Am I saying American word forms are animate? Yes, indeed. Because I come from the east coast, I offer painted ash splint basket and woven/carved quahog clam shell writing as examples. In A Key into the Language of Woodsplint Basket Designs, edited by Ann McMullen and Russell G. Handsman, Mohegans Jayne Fawcett and Gladys Tantaquidgeon describe the animacy of tribal painted basket symbols as "… a spiritual force that flows through all things, and if these symbols are true representations of that force, this spirit should be expressed in the designs." Tuscarora wampum expert Rick Hill suggests something similar when he refers to the "inherent intelligence of wampum" as noted in scholar Marge Bruchac’s insightful blog https://wampumtrail.wordpress.com
 
So what happened in the Northeast when colonial English pen and paper literature muscled in on this colorful, lively, three dimensional, Native American literary tradition?" In The Common Pot, author Lisa Brooks claims that "Birchbark messages became letters and petitions, wampum records became treaties, and journey pictographs became written journals." Native space focused on a network of social relations that included a wide range of living beings (including land/sky forms, as well as flora, fauna and fungi).

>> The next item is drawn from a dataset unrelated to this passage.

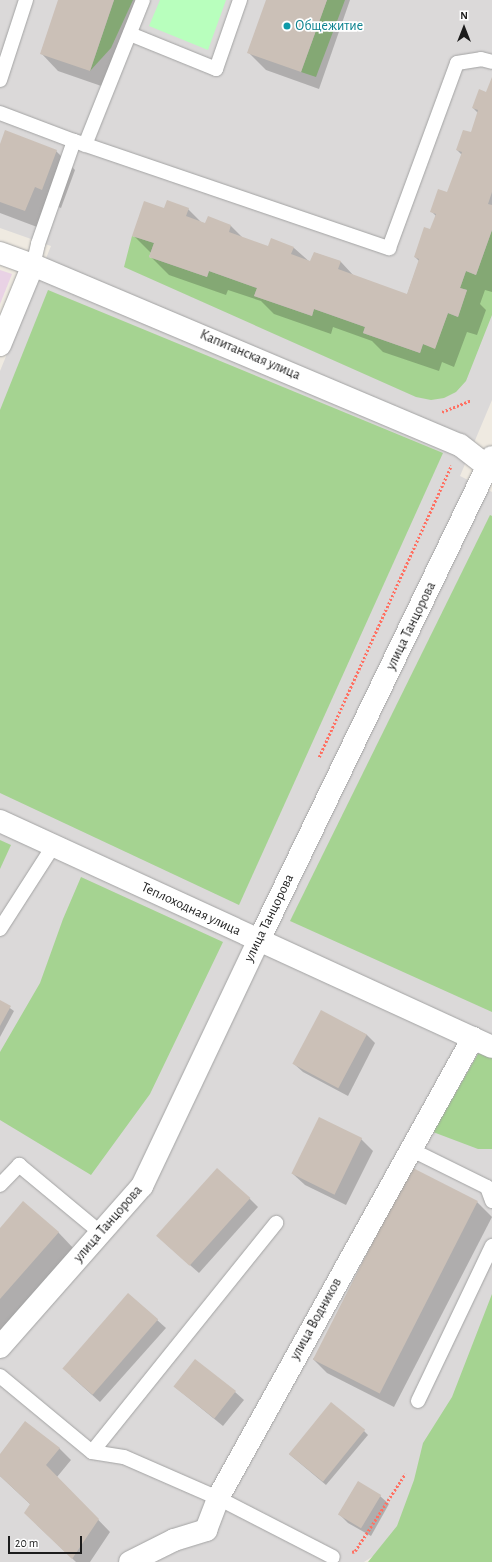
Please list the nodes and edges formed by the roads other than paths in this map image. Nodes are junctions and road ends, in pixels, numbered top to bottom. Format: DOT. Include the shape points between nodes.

She argues that such broadly engaged space demanded a broadly engaged narrative. In Red Ink, Drew Lopenzina describes this clash between colonial and Native concepts of story-keeping. "If colonial paradigms were generally geared toward the containment of space and knowledge, Native epistemologies seemed to favor a kind of engagement with the experiential world." Thus, I invite you to look deeper into The Story of America by experiencing Native American Literature, old and new.